# Tour De Cure - Napa



## ShaneW (Sep 6, 2008)

Heading up there this weekend for the longest ride I have done since I started riding again. Doing the 80 miler if I can make it!!! 

Anyone else doing this event?


----------



## pastpob (Jul 31, 2008)

have fun and good luck! and thanks for fundraising for a good cause. i've been a type 2 diabetic for over 15 years. Just about 1 1/2 years ago, my health was really going south with all the complications...then, I found cycling and i'm convinced it has prolonged my life! i've done 6 centuries and 4 metrics in that 1 1/2 year time and i hope to do even more this year! thanks again!


----------



## Ventruck (Mar 9, 2009)

IIRC the course is mostly flat, so weather would make for the only possible struggles.

Was going to do that event last year, but school schedule had me go for the ~75mi Palo Alto event instead. To my surprise I climbed better than most, and got whupped on rollers when I expected the complete opposite. Being new to them, I was poppin' Clif Bloks like 7-gram rocks because of the taste.


----------



## ShaneW (Sep 6, 2008)

Well - got the 80 done and I must say, it was a nice ride for the most part.

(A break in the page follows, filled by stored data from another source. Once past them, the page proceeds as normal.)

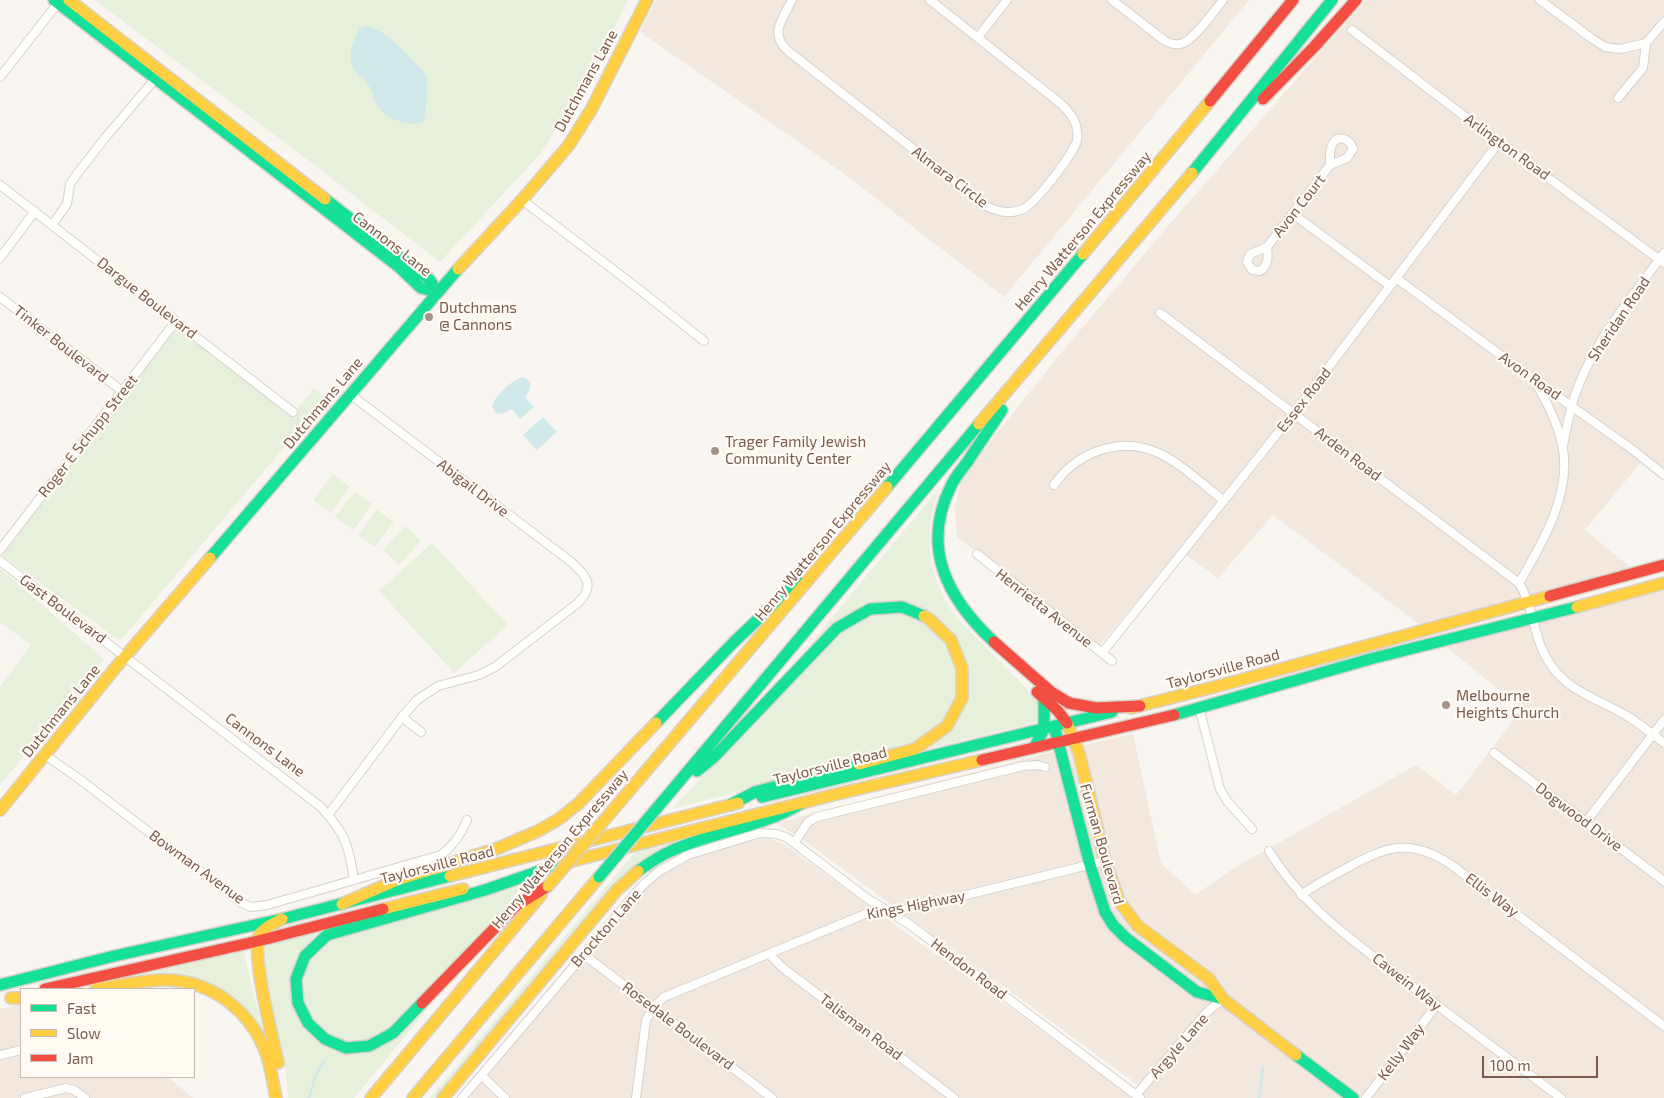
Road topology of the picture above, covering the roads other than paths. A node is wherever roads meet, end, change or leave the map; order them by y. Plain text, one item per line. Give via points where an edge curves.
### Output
1 (69, 0) edge
2 (647, 0) edge
3 (792, 0) edge
4 (930, 0) edge
5 (1007, 0) edge
6 (1112, 0) edge
7 (1223, 0) edge
8 (1293, 0) edge
9 (1332, 0) edge
10 (1356, 0) edge
11 (1540, 0) edge
12 (57, 1) edge
13 (1664, 22) edge
14 (1352, 30) dead end
15 (978, 37) junction
16 (1646, 43) junction
17 (158, 75) junction
18 (0, 77) edge
19 (1618, 98) dead end
20 (1499, 142) junction
21 (1204, 159) junction
22 (1330, 165) dead end
23 (0, 185) edge
24 (522, 200) junction
25 (35, 211) junction
26 (1293, 214) junction
27 (52, 225) junction
28 (1267, 246) dead end
29 (1664, 253) edge
30 (0, 258) edge
31 (1661, 262) edge
32 (1396, 278) junction
33 (1390, 286) junction
34 (437, 292) junction
35 (0, 297) edge
36 (1160, 313) dead end
37 (176, 321) junction
38 (704, 341) dead end
39 (1034, 361) junction
40 (1535, 380) junction
41 (122, 391) junction
42 (351, 395) junction
43 (1572, 405) junction
44 (293, 412) dead end
45 (1294, 413) junction
46 (1563, 446) junction
47 (1664, 475) edge
48 (1054, 485) dead end
49 (1224, 502) junction
50 (850, 532) junction
51 (0, 550) edge
52 (977, 554) dead end
53 (0, 561) edge
54 (1664, 565) edge
55 (1519, 583) junction
56 (1664, 583) edge
57 (1528, 602) junction
58 (1532, 619) junction
59 (1005, 653) junction
60 (1102, 653) junction
61 (125, 657) junction
62 (1112, 660) dead end
63 (1044, 699) junction
64 (1140, 706) junction
65 (1199, 707) junction
66 (402, 717) junction
67 (1664, 720) edge
68 (1067, 723) junction
69 (1049, 728) junction
70 (421, 732) dead end
71 (1652, 734) junction
72 (1073, 738) junction
73 (1058, 741) junction
74 (1664, 743) edge
75 (1035, 746) junction
76 (1494, 753) dead end
77 (45, 755) junction
78 (1045, 767) dead end
79 (665, 798) junction
80 (802, 803) junction
81 (730, 805) junction
82 (0, 810) edge
83 (328, 814) junction
84 (467, 820) dead end
85 (1586, 822) junction
86 (1252, 829) dead end
87 (794, 843) junction
88 (1269, 851) dead end
89 (1105, 861) junction
90 (1090, 865) junction
91 (554, 866) junction
92 (354, 880) junction
93 (1664, 881) edge
94 (548, 886) junction
95 (1301, 895) junction
96 (342, 904) junction
97 (888, 912) junction
98 (282, 919) junction
99 (258, 941) junction
100 (583, 954) junction
101 (769, 954) junction
102 (114, 956) junction
103 (0, 985) edge
104 (60, 985) junction
105 (48, 988) edge
106 (103, 988) edge
107 (1222, 999) junction
108 (1436, 1006) junction
109 (654, 1007) junction
110 (1664, 1026) edge
111 (20, 1050) edge
112 (0, 1055) edge
113 (482, 1076) junction
114 (1138, 1096) edge
115 (25, 1098) edge
116 (86, 1098) edge
117 (278, 1098) edge
118 (370, 1098) edge
119 (413, 1098) edge
120 (444, 1098) edge
121 (462, 1098) edge
122 (505, 1098) edge
123 (636, 1098) edge
124 (772, 1098) edge
125 (954, 1098) edge
126 (1353, 1098) edge
127 (1366, 1098) edge
128 (1561, 1098) edge

1 - 17 main road, Cannons Lane
2 - 24 main road, Dutchmans Lane via 579,130
3 - 15 street, Almara Circle via 778,28 781,45 986,206 998,211 1022,210 1034,201 1070,153 1076,142 1077,127 1060,103
4 - 15 street, Almara Circle
5 - 15 street
6 - 7 street via 1174,45 1191,38
8 - 50 main road, Henry Watterson Expressway
9 - 21 main road
10 - 21 main road
11 - 16 street via 1605,46 1620,49
12 - 17 main road, Cannons Lane
12 - 18 street
13 - 16 street
14 - 20 street, Arlington Road
16 - 19 street via 1643,68
17 - 27 street via 77,174 70,184 67,204
17 - 34 main road, Cannons Lane via 399,267 420,288
20 - 31 street, Arlington Road
20 - 32 street, Essex Road
21 - 39 main road
22 - 26 street, Avon Court
23 - 25 street, Dargue Boulevard
24 - 34 main road, Dutchmans Lane
24 - 38 street
25 - 27 street, Dargue Boulevard
25 - 30 street
26 - 28 street, Avon Court
26 - 33 street
27 - 37 street, Dargue Boulevard
29 - 31 street, Sheridan Road
31 - 43 street, Sheridan Road via 1599,344
32 - 33 street, Essex Road
32 - 40 street, Avon Road
33 - 45 street, Essex Road
34 - 42 main road, Dutchmans Lane
35 - 41 street, Tinker Boulevard
36 - 45 street, Arden Road
37 - 41 street, Roger E Schupp Street
37 - 44 street, Dargue Boulevard
39 - 59 main road via 951,486 944,500 938,530 940,564 952,596
39 - 79 main road
40 - 43 street, Avon Road
40 - 46 street, Sheridan Road via 1554,418
41 - 51 street, Roger E Schupp Street
42 - 61 main road, Dutchmans Lane
42 - 66 street, Abigail Drive via 570,561 584,574 588,586 587,593 578,603 502,661 478,674 431,690
43 - 46 street, Sheridan Road
43 - 47 street, Avon Road
45 - 49 street, Essex Road
45 - 55 street, Arden Road
46 - 55 street, Sheridan Road via 1563,470 1556,508 1543,542
48 - 49 street via 1066,470 1089,454 1105,448 1133,446 1163,455
49 - 60 street, Essex Road
50 - 94 main road, Henry Watterson Expressway, bridge
50 - 96 main road via 734,642 592,790 559,819 513,844 403,877
52 - 60 street, Henrietta Avenue
53 - 61 street, Gast Boulevard
54 - 57 main road, Taylorsville Road
55 - 57 street, Arden Road
56 - 58 main road, Taylorsville Road
57 - 58 street, Arden Road
57 - 64 main road, Taylorsville Road
58 - 65 main road, Taylorsville Road via 1370,659
58 - 71 street, Arden Road via 1545,657 1565,682 1627,716
59 - 63 main road
59 - 64 main road via 1068,702 1106,709
60 - 62 street, Henrietta Avenue
61 - 77 main road, Dutchmans Lane
61 - 83 street, Cannons Lane
63 - 68 main road
63 - 69 main road
64 - 68 main road, Taylorsville Road
65 - 72 main road, Taylorsville Road
65 - 86 street via 1220,789
66 - 70 street
66 - 83 street
67 - 71 street
68 - 69 main road, Taylorsville Road
68 - 72 main road, Furman Boulevard
69 - 73 main road, Furman Boulevard
69 - 75 main road
69 - 81 main road, Taylorsville Road
71 - 74 street, Arden Road
71 - 85 street
72 - 73 main road, Taylorsville Road
72 - 89 main road, Furman Boulevard
73 - 75 main road, Taylorsville Road
73 - 90 main road, Furman Boulevard
75 - 80 main road, Taylorsville Road
76 - 85 street, Dogwood Drive
77 - 82 main road, Dutchmans Lane
77 - 92 street, Bowman Avenue via 251,907
78 - 87 street via 1024,766 817,817 808,822
79 - 81 main road via 714,757 850,618 866,610 904,608 934,620 949,637 961,659 964,680 958,711 941,734 915,749 755,792
79 - 119 main road, bridge
80 - 91 main road, Taylorsville Road
80 - 120 main road via 772,819 669,850 636,871
81 - 96 main road, Taylorsville Road
83 - 92 street, Cannons Lane via 349,846
84 - 92 street, Bowman Avenue via 462,834 441,855
85 - 93 street, Dogwood Drive
87 - 97 street, Hendon Road
87 - 100 street, Brockton Lane via 776,834 760,833 679,859 642,886
88 - 95 street, Cawein Way
89 - 90 street, Kings Highway
89 - 107 main road, Furman Boulevard via 1115,892 1131,918 1209,978
90 - 97 street, Kings Highway
90 - 107 main road, Furman Boulevard via 1105,912 1113,924 1138,948 1197,992
91 - 94 main road via 485,890 327,936 307,952 296,976 297,1000 303,1017 320,1036 340,1046 363,1047 383,1041 517,905
91 - 99 main road, Taylorsville Road
94 - 118 main road, Henry Watterson Expressway
95 - 108 street, Cawein Way via 1327,920
95 - 110 street, Ellis Way via 1379,851 1403,847 1429,852 1453,866
96 - 98 main road, Taylorsville Road
97 - 101 street, Kings Highway via 875,910
97 - 114 street, Hendon Road via 909,924
98 - 99 main road via 265,930
98 - 102 main road, Taylorsville Road
99 - 104 main road, Taylorsville Road
99 - 117 main road via 258,963 280,1070 282,1086
100 - 109 street, Rosedale Boulevard
100 - 113 street, Brockton Lane
101 - 109 street, Kings Highway via 664,997
101 - 125 street, Talisman Road
102 - 103 main road, Taylorsville Road
102 - 104 main road via 112,964
104 - 105 main road, Taylorsville Road
106 - 117 main road via 176,981 193,984 221,996 240,1009 258,1034
107 - 114 street, Argyle Lane via 1206,1013
107 - 126 main road, Furman Boulevard
108 - 127 street, Kelly Way
108 - 128 street, Cawein Way
109 - 123 street via 646,1020
109 - 124 street, Rosedale Boulevard
111 - 112 street
113 - 121 street, Brockton Lane
113 - 122 street
115 - 116 street via 66,1088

My legs are feeling good and the ride is pretty easy. Unfortunately - unless they significantly change their rest stops I will NEVER support that event again. It was the saddest and most pathetic group of rest stops I have ever seen. Nothing but water to drink and fill your bottles with, food was just sad compared to all the other events I have done.

I will say that the food etc at the finish was great - but on course - terrible. They need to step it up BIG time moving forward. 

Other than that, the weather was great except from some wind and I now have a serious cyclist tan along with the racoon eye tan that goes with it!
;o)


----------



## rzims (Nov 15, 2005)

We have a group that was out there. This was the 4th year we've done it and it's always a lot of fun.
Most of our team did the 50 but the wife and I were on a pink tandem towing a trailer and both my daughters rode with us as well....
I thought the rest stop food was ok. Bagels with almond butter and bananas are the best! pretzels, trail mix and cookies...and jelly bellys...lots of jelly bellys 
Fun ride and a great cause!


----------



## ShaneW (Sep 6, 2008)

There was no trail mix, no cookies and nothing other than water to drink by the time we rolled through - they had run out apparently.


----------



## Ventruck (Mar 9, 2009)

Shame. As I said, I was poppin' Shot Bloks at every stop last year. They also had sandwiches, bananas, some bars, bagels, water, 2 different sport drinks.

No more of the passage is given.